[I18n-sig] Pre-PEP: Proposed Python Character Model

Paul Prescod paulp@ActiveState.com
Wed, 07 Feb 2001 18:40:29 -0800


"Martin v. Loewis" wrote:
> 
> ...
> 
>   public String(byte[] ascii, int hibyte); // in class java.lang.String
> 
> It would use the ascii array, and fill it with hibyte in-between;
> hibyte was typically 0. The documentation now says
>
> # Deprecated. This method does not properly convert bytes into
> # characters. 

That's right. This function could generate invalid Unicode. That's
totally different than what I'm proposing!

> ...
> It just works for the English programmer by coincidence; that
> programmer should really tell apart text and byte strings in source as
> well.

Are you really saying that if you were a writing a Python book you would
say that the appropriate way to write a "Hello World" program is:

print _("Hello World")

Please give some thought to usability!

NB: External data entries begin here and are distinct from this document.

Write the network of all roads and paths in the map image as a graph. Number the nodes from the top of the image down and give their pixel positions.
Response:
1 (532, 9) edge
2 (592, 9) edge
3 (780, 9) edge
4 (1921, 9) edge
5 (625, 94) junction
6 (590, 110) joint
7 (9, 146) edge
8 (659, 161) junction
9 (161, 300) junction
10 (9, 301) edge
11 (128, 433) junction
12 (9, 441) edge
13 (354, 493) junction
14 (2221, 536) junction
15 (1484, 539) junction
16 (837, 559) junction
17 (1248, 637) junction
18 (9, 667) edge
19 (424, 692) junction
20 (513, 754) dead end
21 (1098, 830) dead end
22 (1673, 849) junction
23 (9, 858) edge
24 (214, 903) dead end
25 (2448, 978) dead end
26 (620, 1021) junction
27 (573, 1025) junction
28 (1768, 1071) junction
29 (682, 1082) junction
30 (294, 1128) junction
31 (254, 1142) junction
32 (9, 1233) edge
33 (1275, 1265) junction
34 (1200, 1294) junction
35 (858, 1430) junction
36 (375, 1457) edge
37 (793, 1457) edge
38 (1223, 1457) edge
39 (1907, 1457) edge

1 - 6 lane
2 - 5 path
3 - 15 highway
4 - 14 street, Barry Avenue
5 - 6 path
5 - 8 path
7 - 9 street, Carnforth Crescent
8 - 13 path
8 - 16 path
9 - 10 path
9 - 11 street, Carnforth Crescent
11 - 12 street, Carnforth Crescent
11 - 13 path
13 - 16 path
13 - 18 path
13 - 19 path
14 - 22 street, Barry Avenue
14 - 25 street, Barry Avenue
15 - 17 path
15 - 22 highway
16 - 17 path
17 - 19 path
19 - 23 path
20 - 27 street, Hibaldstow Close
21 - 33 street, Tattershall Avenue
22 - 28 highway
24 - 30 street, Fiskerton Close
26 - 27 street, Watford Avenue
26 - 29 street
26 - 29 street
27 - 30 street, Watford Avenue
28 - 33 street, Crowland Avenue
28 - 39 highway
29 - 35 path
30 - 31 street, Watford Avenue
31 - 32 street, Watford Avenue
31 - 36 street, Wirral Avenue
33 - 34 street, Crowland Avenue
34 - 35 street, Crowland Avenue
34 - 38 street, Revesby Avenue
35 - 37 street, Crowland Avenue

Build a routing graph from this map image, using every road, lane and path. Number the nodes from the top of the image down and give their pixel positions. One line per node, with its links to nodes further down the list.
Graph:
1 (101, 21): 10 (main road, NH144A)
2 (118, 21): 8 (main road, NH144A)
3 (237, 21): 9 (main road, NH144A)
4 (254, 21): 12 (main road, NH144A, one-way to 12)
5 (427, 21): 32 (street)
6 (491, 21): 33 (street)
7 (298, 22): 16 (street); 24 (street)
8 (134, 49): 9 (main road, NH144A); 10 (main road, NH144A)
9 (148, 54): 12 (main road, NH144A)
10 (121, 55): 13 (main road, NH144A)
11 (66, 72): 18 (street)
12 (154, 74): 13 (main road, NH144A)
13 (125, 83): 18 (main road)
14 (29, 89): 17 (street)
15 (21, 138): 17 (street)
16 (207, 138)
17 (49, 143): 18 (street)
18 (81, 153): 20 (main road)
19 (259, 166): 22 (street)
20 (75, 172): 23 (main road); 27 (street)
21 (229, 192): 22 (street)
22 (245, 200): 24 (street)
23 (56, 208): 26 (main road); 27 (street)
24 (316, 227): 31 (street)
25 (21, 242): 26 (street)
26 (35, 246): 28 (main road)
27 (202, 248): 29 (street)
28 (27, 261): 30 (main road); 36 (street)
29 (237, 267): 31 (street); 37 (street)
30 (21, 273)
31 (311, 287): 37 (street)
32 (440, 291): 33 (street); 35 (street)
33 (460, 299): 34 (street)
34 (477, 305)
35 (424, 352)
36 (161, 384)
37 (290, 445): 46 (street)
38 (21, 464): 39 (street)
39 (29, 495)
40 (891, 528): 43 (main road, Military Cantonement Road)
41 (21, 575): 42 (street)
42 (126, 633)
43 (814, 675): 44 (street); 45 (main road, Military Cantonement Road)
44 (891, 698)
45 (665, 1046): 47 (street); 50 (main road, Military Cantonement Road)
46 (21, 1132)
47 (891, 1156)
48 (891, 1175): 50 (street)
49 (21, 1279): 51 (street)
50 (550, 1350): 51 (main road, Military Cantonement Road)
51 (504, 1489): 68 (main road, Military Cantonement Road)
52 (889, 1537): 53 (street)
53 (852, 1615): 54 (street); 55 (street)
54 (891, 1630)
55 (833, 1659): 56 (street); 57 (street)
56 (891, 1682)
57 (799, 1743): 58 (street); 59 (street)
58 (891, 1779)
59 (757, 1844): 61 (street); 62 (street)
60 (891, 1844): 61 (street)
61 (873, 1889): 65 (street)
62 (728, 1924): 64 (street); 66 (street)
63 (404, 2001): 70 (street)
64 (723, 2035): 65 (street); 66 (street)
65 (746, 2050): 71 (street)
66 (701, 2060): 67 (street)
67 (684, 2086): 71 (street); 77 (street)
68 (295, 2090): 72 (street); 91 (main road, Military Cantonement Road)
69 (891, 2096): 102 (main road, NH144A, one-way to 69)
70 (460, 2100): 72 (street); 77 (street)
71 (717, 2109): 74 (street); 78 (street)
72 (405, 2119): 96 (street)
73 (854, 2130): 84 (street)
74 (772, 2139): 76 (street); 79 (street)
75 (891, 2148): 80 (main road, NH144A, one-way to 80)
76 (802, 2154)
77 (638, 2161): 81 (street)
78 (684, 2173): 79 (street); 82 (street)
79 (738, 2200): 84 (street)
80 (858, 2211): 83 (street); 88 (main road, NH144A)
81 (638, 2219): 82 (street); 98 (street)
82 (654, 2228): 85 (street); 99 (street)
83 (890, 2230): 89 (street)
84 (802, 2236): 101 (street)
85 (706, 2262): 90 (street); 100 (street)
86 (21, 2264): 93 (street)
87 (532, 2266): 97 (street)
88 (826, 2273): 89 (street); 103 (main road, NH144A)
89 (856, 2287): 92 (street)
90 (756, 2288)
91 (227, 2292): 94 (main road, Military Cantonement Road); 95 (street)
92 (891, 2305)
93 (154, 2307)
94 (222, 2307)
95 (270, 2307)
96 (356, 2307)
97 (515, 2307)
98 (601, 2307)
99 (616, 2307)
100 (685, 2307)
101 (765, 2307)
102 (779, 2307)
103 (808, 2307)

I love Python because it is
syntactically clean and semantically simple. I can show people Python
code and they immediately understand it.

If you are right, then Python is a scripting language that truly has a
simpler syntax for "byte strings" than it does for "character strings".
If that's so then there is something seriously broken in the language
and we need to figure out how to fix it.

 Paul Prescod